REIS: A High-Performance and Energy-Efficient Retrieval System with In-Storage Processing
- URL: http://arxiv.org/abs/2506.16444v1
- Date: Thu, 19 Jun 2025 16:26:51 GMT
- Title: REIS: A High-Performance and Energy-Efficient Retrieval System with In-Storage Processing
- Authors: Kangqi Chen, Andreas Kosmas Kakolyris, Rakesh Nadig, Manos Frouzakis, Nika Mansouri Ghiasi, Yu Liang, Haiyu Mao, Jisung Park, Mohammad Sadrosadati, Onur Mutlu,
- Abstract summary: Large Language Models (LLMs) face an inherent challenge: their knowledge is confined to the data that they have been trained on.<n>Retrieval-Augmented Generation (RAG) complements the static training-derived knowledge of LLMs with an external knowledge repository.<n>We propose REIS, the first ISP system tailored for RAG that addresses these limitations with three key mechanisms.

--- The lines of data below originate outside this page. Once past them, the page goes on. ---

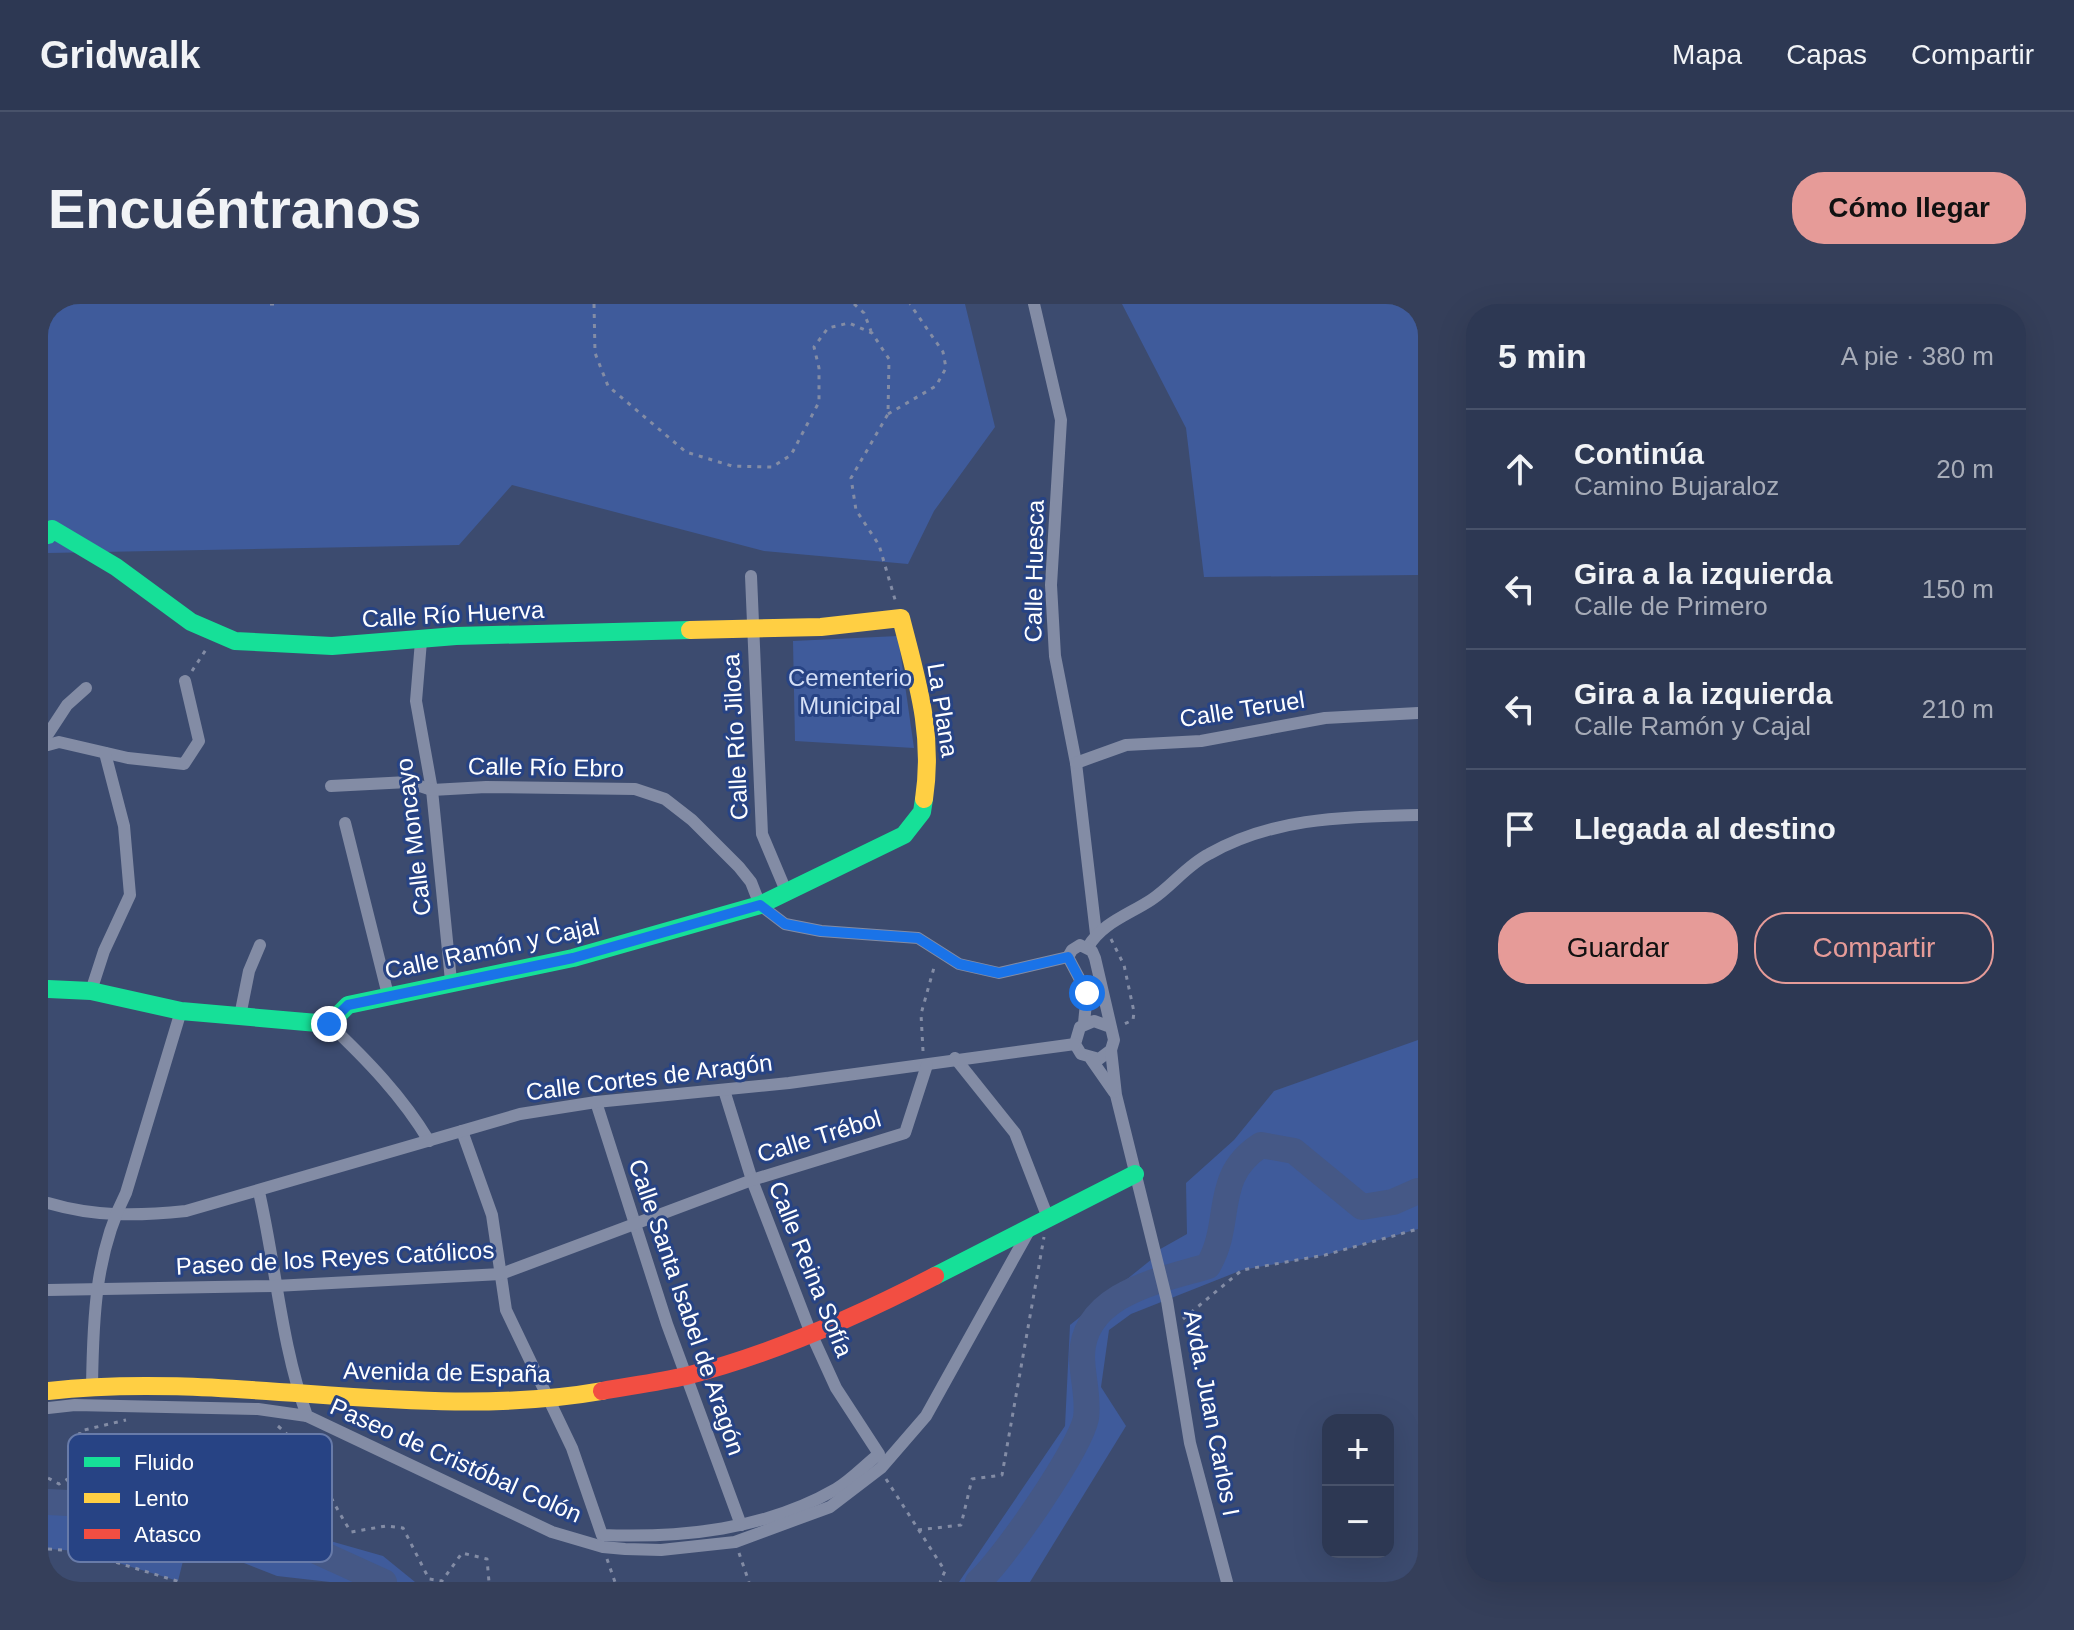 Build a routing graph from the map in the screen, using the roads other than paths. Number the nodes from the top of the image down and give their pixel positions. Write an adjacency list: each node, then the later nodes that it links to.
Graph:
1 (1034, 304): 13 (street, Calle Huesca)
2 (50, 532): 6 (street, Calle Río Huerva)
3 (751, 576): 5 (street, Calle Río Jiloca)
4 (901, 618): 5 (street, Calle Río Huerva); 18 (street, La Plana)
5 (752, 626): 6 (street, Calle Río Huerva); 18 (street, Calle Río Jiloca)
6 (421, 641): 15 (street, Calle Moncayo)
7 (185, 681): 12 (street)
8 (86, 688): 10 (street)
9 (1418, 713): 13 (street, Calle Teruel)
10 (48, 734)
11 (48, 745): 12 (street)
12 (105, 753): 26 (street)
13 (1076, 763): 20 (street, Calle Huesca)
14 (331, 786): 15 (street, Calle Río Ebro)
15 (432, 790): 19 (street, Calle Río Ebro); 24 (street, Calle Moncayo)
16 (1418, 815): 20 (street)
17 (345, 823): 27 (street)
18 (786, 891): 19 (street, La Plana)
19 (760, 905): 23 (street); 24 (street, Calle Ramón y Cajal)
20 (1100, 931): 22 (street)
21 (260, 945): 29 (street)
22 (1088, 947): 23 (street); 32 (street)
23 (1068, 957): 30 (street)
24 (451, 981): 27 (street, Calle Ramón y Cajal)
25 (48, 989): 26 (street)
26 (91, 991): 28 (street)
27 (388, 995): 31 (street, Calle Ramón y Cajal)
28 (181, 1011): 29 (street); 47 (street)
29 (240, 1016): 31 (street)
30 (1084, 1023): 32 (street); 33 (street)
31 (329, 1024): 42 (street)
32 (1108, 1026): 34 (street)
33 (1075, 1044): 35 (street, Calle Cortes de Aragón); 36 (street)
34 (1111, 1050): 36 (street); 39 (street)
35 (955, 1058): 37 (street, Calle Cortes de Aragón); 48 (street)
36 (1091, 1059): 39 (street)
37 (927, 1065): 38 (street, Calle Cortes de Aragón); 44 (street, Calle Trébol)
38 (724, 1090): 40 (street, Calle Cortes de Aragón); 44 (street, Calle Reina Sofía)
39 (1116, 1095): 43 (street, Avda. Juan Carlos I)
40 (596, 1102): 41 (street, Calle Cortes de Aragón); 49 (street, Calle Santa Isabel de Aragón)
41 (462, 1131): 42 (street, Calle Cortes de Aragón); 50 (street)
42 (429, 1141): 45 (street, Calle Cortes de Aragón)
43 (1135, 1174): 48 (street, Avenida de España); 64 (street, Avda. Juan Carlos I)
44 (752, 1180): 49 (street, Paseo de los Reyes Católicos); 54 (street, Calle Reina Sofía)
45 (259, 1192): 47 (street, Calle Cortes de Aragón); 51 (street, Paseo de Cristóbal Colón)
46 (48, 1203): 47 (street, Calle Cortes de Aragón)
47 (115, 1215): 53 (street)
48 (1040, 1222): 54 (street, Avenida de España); 61 (street, Paseo de Cristóbal Colón)
49 (637, 1225): 50 (street, Paseo de los Reyes Católicos); 55 (street, Calle Santa Isabel de Aragón)
50 (501, 1274): 51 (street, Paseo de los Reyes Católicos); 59 (street)
51 (275, 1286): 53 (street, Paseo de los Reyes Católicos); 58 (street, Paseo de Cristóbal Colón)
52 (48, 1290): 53 (street, Paseo de los Reyes Católicos)
53 (97, 1290): 56 (street)
54 (810, 1331): 55 (street, Avenida de España); 62 (street, Calle Reina Sofía)
55 (685, 1376): 59 (street, Avenida de España); 63 (street, Calle Santa Isabel de Aragón)
56 (92, 1386): 57 (street, Avenida de España); 58 (street, Avenida de España)
57 (48, 1391)
58 (299, 1393): 59 (street, Avenida de España); 61 (street, Paseo de Cristóbal Colón)
59 (550, 1400): 63 (street, Paseo de Cristóbal Colón)
60 (48, 1408): 61 (street)
61 (307, 1416)
62 (879, 1454): 63 (street, Paseo de Cristóbal Colón)
63 (741, 1525)
64 (1227, 1582)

- Score: 8.574396262432522
- License: http://creativecommons.org/publicdomain/zero/1.0/
- Abstract: Large Language Models (LLMs) face an inherent challenge: their knowledge is confined to the data that they have been trained on. To overcome this issue, Retrieval-Augmented Generation (RAG) complements the static training-derived knowledge of LLMs with an external knowledge repository. RAG consists of three stages: indexing, retrieval, and generation. The retrieval stage of RAG becomes a significant bottleneck in inference pipelines. In this stage, a user query is mapped to an embedding vector and an Approximate Nearest Neighbor Search (ANNS) algorithm searches for similar vectors in the database to identify relevant items. Due to the large database sizes, ANNS incurs significant data movement overheads between the host and the storage system. To alleviate these overheads, prior works propose In-Storage Processing (ISP) techniques that accelerate ANNS by performing computations inside storage. However, existing works that leverage ISP for ANNS (i) employ algorithms that are not tailored to ISP systems, (ii) do not accelerate data retrieval operations for data selected by ANNS, and (iii) introduce significant hardware modifications, limiting performance and hindering their adoption. We propose REIS, the first ISP system tailored for RAG that addresses these limitations with three key mechanisms. First, REIS employs a database layout that links database embedding vectors to their associated documents, enabling efficient retrieval. Second, it enables efficient ANNS by introducing an ISP-tailored data placement technique that distributes embeddings across the planes of the storage system and employs a lightweight Flash Translation Layer. Third, REIS leverages an ANNS engine that uses the existing computational resources inside the storage system. Compared to a server-grade system, REIS improves the performance (energy efficiency) of retrieval by an average of 13x (55x).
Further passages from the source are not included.